* What is expected *
Search the data for the word "Southeast" and copy out every line that has it.

+ + + + +

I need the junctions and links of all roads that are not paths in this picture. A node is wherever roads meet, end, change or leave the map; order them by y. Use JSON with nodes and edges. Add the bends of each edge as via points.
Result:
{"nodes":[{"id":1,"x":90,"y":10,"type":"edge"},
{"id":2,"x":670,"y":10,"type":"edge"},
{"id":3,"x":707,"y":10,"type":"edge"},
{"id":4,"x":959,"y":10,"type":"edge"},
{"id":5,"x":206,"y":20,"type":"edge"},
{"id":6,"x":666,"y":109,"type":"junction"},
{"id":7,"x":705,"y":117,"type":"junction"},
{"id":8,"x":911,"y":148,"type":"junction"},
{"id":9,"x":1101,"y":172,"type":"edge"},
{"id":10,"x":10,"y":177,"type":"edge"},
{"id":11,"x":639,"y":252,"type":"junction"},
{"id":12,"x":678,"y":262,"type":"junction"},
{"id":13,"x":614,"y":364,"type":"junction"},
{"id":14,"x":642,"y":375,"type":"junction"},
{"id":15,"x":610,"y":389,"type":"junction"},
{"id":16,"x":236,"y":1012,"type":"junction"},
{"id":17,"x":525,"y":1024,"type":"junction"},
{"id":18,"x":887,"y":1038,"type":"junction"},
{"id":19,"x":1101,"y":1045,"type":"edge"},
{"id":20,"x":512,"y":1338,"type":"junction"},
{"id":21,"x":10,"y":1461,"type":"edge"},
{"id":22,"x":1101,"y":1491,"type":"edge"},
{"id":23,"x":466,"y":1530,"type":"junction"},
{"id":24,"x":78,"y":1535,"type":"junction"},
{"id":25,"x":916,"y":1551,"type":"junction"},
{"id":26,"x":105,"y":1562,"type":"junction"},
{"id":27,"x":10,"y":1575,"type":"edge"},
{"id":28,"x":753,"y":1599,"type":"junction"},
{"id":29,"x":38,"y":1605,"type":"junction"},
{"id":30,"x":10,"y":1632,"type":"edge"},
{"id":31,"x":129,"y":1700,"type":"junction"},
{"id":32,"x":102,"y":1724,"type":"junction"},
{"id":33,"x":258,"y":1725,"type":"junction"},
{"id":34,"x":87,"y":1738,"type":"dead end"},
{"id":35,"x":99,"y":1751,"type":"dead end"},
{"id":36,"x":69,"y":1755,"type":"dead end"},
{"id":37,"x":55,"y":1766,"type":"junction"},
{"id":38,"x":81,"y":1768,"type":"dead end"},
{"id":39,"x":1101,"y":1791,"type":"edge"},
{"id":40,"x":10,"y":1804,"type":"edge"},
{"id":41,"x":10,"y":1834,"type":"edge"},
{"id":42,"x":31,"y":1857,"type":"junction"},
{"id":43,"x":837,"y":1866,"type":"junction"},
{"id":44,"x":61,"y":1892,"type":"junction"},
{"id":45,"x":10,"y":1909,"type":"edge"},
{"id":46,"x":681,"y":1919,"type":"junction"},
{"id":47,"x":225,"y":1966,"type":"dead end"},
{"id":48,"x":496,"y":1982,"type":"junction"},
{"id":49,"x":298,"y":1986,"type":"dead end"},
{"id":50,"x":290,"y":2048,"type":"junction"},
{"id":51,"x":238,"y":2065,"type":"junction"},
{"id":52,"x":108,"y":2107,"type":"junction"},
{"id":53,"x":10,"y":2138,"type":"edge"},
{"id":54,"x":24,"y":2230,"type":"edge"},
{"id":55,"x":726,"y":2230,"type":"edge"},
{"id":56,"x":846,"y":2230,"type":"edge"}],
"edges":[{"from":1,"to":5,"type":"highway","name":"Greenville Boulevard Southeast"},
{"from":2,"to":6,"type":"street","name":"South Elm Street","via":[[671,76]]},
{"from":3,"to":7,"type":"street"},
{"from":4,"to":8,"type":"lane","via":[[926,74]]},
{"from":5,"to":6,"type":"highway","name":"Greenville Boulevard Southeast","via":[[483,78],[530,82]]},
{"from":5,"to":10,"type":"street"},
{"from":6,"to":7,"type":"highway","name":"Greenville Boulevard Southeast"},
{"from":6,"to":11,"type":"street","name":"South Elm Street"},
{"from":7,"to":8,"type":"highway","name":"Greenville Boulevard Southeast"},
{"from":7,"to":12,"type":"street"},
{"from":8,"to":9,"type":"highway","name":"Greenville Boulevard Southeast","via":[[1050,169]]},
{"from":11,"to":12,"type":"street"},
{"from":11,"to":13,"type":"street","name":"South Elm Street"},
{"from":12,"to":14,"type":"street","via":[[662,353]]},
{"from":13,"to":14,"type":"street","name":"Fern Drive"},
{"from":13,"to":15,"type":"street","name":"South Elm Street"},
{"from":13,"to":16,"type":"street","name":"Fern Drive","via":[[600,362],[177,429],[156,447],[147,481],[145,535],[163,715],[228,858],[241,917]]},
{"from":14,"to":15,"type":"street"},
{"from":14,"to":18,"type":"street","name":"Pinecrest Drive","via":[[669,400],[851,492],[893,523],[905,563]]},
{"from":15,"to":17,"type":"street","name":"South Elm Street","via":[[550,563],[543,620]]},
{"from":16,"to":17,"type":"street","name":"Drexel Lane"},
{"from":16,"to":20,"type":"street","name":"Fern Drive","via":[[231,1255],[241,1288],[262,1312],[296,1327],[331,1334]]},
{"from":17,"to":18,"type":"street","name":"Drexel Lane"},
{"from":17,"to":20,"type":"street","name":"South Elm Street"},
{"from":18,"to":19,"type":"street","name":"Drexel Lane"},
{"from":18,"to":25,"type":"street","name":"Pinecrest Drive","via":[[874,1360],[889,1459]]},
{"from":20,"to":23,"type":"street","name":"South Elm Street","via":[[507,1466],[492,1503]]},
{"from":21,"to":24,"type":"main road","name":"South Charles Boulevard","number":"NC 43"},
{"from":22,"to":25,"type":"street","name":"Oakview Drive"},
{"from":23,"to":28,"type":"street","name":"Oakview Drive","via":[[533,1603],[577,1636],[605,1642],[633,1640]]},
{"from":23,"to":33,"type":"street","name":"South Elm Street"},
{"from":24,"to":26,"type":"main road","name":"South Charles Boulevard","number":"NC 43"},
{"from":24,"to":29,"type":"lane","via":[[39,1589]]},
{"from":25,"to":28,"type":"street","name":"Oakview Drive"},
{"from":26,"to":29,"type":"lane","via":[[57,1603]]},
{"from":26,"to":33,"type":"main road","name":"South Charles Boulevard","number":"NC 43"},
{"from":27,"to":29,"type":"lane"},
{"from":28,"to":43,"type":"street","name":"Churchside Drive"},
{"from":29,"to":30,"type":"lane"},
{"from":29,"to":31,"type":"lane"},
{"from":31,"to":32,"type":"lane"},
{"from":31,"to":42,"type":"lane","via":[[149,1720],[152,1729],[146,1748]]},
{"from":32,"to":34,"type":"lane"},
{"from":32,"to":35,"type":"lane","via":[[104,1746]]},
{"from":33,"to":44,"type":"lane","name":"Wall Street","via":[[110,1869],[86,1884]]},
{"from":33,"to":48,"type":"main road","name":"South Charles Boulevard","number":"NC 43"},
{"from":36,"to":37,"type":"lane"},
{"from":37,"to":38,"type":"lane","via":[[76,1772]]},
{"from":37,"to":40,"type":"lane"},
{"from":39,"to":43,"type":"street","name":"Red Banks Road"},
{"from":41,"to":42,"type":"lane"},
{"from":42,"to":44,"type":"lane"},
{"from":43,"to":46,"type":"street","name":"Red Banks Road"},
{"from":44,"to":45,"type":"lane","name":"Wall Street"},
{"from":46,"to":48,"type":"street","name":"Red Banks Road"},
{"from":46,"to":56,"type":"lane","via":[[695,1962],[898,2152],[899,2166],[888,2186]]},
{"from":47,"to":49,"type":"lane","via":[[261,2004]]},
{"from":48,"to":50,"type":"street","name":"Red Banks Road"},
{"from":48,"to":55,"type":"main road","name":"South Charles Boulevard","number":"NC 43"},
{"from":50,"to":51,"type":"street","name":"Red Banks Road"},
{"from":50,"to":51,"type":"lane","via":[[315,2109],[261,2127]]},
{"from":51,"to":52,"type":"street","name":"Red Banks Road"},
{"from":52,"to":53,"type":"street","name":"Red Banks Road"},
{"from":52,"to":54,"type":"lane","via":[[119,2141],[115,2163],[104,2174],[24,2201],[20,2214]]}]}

+ + + + +

* Answer box *
"edges":[{"from":1,"to":5,"type":"highway","name":"Greenville Boulevard Southeast"},
{"from":5,"to":6,"type":"highway","name":"Greenville Boulevard Southeast","via":[[483,78],[530,82]]},
{"from":6,"to":7,"type":"highway","name":"Greenville Boulevard Southeast"},
{"from":7,"to":8,"type":"highway","name":"Greenville Boulevard Southeast"},
{"from":8,"to":9,"type":"highway","name":"Greenville Boulevard Southeast","via":[[1050,169]]},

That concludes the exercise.